Technically, Ferguson told CNN, Lasnik's order amounts to a "nationwide ban" on all distribution of the files:
What it means is if anyone posts this information online, they are in violation of federal law and can suffer very serious consequences. So, it makes it unlawful to post that information and make it available to the public.
As we all know, people take the legality of downloaded files very seriously.
For now at least, the technical challenges to 3D-printed guns are still great enough to keep the things confined to tinkerers and well-off gun hobbyists, the sort of people who already build their own custom flintlocks or hand cannons. As Kyle Mizokami points out at Popular Mechanics, you really can't simply print out a gun on the public library's printer. You need a pretty high-end printer, costing into the thousands of dollars, and the materials are iffy even now. Not that any gun enthusiasts are likely to be put off by someone's flawed experiment blowing up in their face, because only other people do fatally dumb things with firearms.

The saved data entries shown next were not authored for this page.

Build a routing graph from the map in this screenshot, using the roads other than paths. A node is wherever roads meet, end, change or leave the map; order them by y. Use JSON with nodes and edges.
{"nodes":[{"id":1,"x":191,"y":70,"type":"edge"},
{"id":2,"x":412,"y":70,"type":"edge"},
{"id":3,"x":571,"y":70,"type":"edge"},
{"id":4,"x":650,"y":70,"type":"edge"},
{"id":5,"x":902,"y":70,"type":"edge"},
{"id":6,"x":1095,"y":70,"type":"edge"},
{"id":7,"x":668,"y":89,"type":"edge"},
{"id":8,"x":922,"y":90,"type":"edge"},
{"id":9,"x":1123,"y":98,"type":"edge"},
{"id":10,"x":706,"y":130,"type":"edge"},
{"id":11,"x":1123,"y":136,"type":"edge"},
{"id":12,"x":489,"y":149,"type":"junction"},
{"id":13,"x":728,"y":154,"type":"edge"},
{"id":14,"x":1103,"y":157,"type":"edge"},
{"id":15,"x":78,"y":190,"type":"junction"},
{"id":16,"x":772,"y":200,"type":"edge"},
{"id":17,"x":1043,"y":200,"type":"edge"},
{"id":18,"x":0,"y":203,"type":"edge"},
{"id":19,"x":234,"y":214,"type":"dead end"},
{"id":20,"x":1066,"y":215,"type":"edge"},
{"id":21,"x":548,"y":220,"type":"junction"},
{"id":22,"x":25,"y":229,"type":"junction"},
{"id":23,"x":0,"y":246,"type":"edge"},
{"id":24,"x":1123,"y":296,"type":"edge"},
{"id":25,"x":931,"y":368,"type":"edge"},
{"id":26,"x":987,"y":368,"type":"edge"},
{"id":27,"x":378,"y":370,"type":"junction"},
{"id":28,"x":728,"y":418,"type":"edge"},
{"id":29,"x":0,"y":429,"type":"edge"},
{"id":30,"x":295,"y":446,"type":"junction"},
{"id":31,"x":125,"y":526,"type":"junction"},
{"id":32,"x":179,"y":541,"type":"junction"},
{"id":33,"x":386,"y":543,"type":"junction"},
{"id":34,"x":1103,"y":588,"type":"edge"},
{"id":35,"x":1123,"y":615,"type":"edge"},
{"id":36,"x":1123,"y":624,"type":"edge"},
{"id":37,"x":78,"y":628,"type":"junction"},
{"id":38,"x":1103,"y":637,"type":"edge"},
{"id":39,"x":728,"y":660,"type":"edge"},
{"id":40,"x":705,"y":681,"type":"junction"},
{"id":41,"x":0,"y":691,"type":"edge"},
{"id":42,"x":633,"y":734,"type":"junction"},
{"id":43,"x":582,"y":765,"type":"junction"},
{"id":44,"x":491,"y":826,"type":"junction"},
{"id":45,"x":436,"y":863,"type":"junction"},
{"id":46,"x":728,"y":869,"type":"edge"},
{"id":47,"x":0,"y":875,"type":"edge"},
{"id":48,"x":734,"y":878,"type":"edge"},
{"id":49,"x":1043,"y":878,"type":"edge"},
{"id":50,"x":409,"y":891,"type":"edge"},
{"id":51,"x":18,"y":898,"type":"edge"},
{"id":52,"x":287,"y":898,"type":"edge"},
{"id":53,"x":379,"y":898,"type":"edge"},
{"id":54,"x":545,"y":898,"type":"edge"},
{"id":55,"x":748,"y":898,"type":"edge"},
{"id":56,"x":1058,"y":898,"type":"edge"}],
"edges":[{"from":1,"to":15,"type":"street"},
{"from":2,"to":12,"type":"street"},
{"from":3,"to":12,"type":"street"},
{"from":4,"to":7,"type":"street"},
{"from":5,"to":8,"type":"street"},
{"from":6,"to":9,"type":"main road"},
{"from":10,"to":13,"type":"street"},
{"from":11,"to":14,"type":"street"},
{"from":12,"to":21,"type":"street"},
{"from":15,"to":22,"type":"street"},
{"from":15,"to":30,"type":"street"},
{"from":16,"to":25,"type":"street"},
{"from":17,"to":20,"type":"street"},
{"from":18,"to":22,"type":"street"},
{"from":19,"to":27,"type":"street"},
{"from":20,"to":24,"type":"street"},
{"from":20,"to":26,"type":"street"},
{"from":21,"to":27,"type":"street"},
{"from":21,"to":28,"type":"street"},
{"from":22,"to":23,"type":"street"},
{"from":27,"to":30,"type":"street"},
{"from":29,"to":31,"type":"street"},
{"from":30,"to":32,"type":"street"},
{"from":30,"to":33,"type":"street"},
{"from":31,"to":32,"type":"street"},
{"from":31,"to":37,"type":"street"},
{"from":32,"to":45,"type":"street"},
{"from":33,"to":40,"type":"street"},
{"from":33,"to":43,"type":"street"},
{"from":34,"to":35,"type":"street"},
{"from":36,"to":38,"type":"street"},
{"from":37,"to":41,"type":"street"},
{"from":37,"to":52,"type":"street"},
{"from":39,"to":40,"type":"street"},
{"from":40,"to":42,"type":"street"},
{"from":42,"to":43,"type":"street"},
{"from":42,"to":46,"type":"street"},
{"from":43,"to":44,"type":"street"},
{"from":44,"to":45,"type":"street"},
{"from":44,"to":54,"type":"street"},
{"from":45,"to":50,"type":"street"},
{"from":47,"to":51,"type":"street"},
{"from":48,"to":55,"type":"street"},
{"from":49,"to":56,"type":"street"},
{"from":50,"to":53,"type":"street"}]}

Even without 3-D printers or plastic, it's already possible for people who know how to use metalworking tools to buy commercially available parts and build guns. Mizokami built an AR-15 in his kitchen, using a legal, partly-finished receiver -- the part that makes it shoot -- to show it's possible. Federal regulations allow people to buy receivers that are 80 percent built already, then finish the rest of the metalwork themselves. But that's not where our gun problems come from, at least, not yet, because as Mizokami points out in the Popular Mechanics piece,
3D printing gun parts is the most complicated way for a criminal to get his hands on a firearm, after stealing a gun from a legal gun owner, buying a gun on the black market, and finishing an 80 percent receiver.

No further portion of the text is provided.